The records:

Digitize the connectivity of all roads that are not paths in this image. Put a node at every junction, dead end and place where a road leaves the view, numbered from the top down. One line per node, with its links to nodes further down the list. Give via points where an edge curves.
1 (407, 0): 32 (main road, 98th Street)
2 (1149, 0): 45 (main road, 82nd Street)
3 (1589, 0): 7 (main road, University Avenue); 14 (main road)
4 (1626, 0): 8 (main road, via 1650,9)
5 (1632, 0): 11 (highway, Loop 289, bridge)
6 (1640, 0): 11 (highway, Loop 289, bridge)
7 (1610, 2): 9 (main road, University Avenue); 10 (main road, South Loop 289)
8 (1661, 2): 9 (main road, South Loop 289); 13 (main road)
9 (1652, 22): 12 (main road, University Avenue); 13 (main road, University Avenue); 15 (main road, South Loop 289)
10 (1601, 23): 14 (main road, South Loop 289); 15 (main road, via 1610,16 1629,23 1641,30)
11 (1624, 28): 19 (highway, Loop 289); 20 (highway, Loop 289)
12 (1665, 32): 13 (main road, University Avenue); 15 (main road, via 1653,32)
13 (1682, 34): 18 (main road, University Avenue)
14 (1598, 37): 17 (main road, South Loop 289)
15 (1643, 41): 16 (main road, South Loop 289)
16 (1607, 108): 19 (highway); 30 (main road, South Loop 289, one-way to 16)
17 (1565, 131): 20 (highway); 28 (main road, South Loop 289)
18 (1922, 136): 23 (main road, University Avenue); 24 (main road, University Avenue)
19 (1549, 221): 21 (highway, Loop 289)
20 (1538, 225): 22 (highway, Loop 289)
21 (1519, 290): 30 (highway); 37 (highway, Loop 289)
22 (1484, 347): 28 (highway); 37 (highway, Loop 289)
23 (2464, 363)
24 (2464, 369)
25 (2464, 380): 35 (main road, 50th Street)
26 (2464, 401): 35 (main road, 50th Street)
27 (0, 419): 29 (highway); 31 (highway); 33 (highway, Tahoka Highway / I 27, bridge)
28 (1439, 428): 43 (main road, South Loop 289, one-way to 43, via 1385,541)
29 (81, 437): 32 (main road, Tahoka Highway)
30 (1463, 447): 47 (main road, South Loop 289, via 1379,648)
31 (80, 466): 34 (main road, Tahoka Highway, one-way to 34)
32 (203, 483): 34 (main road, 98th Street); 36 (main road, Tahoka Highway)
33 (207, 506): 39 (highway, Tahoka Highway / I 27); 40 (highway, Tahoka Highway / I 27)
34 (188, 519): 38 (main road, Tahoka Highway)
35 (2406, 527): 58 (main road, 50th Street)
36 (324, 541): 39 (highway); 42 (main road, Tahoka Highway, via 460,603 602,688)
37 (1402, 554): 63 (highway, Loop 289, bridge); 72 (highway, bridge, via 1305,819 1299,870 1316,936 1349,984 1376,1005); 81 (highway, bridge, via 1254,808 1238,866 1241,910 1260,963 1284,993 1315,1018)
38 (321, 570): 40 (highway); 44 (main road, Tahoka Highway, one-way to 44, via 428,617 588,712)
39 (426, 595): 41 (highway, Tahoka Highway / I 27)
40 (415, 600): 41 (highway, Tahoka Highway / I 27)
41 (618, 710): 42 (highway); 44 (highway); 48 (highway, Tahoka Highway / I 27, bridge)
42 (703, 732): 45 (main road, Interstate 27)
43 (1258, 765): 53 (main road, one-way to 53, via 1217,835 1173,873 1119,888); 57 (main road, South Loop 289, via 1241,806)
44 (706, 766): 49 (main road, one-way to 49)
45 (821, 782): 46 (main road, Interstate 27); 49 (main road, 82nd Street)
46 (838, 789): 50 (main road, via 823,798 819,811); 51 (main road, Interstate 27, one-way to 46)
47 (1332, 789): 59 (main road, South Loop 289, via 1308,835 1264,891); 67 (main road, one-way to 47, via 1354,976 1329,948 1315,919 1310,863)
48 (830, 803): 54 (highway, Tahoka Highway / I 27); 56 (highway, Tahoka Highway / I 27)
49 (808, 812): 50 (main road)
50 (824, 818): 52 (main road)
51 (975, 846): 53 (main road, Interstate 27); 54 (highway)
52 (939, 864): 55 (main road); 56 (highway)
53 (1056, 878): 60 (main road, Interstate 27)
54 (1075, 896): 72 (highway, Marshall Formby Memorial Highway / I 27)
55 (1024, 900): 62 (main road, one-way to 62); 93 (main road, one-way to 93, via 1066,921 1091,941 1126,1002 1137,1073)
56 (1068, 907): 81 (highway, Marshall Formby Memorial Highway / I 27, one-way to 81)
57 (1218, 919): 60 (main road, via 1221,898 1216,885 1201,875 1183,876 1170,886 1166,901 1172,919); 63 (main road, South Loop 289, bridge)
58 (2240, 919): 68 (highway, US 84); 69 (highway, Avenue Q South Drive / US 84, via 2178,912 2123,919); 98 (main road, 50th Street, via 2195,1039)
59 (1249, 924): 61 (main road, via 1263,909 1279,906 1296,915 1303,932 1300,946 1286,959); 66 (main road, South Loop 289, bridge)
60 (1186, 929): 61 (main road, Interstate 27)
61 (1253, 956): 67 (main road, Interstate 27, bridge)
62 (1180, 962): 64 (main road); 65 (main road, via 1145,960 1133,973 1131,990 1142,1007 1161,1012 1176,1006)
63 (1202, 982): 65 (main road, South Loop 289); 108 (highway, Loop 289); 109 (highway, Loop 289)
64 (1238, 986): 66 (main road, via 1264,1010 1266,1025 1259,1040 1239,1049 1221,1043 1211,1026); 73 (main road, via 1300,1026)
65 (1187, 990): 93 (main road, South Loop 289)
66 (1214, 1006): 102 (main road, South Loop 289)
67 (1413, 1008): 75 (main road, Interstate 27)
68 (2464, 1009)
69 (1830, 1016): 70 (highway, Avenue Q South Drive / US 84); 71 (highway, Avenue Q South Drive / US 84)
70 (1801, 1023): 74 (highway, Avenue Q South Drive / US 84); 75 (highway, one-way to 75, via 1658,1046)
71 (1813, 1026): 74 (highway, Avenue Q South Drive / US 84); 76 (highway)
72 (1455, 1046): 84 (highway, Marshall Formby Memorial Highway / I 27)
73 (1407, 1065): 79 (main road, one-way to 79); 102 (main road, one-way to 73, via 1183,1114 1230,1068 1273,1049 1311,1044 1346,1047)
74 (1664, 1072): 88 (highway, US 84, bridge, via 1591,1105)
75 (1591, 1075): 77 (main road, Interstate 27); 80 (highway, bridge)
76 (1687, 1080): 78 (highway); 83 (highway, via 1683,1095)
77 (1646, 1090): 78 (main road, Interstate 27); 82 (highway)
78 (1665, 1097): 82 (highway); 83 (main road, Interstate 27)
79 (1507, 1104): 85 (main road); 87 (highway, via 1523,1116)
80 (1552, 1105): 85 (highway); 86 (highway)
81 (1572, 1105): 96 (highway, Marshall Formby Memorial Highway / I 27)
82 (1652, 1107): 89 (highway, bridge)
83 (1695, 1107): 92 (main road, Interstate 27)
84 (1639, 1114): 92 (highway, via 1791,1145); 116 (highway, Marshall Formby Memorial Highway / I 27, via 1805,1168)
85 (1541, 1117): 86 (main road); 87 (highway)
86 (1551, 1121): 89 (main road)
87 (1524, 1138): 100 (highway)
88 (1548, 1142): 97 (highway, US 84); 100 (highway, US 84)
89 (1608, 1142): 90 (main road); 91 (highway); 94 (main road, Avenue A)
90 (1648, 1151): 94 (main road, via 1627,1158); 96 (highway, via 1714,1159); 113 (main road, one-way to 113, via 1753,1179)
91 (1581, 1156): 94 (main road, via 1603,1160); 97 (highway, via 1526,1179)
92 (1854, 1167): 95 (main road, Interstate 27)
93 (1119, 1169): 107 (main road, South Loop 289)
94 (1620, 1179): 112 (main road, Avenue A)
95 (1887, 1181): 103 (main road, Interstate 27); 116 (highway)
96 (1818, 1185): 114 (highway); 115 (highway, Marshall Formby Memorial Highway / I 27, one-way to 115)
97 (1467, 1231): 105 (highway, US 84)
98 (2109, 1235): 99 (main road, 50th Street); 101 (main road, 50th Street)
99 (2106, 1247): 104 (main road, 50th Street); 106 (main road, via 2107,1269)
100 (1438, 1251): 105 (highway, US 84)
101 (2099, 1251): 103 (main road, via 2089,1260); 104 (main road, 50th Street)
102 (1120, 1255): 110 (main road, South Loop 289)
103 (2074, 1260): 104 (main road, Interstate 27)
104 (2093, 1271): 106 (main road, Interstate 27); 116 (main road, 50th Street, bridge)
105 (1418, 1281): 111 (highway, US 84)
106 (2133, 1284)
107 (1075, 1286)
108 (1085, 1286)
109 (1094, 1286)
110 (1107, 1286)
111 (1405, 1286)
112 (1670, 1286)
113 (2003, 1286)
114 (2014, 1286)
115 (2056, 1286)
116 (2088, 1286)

Instructions for the task: Across the whole listing, tally the lines that include the string "Marshall". Reply with the number only.

Output below: 6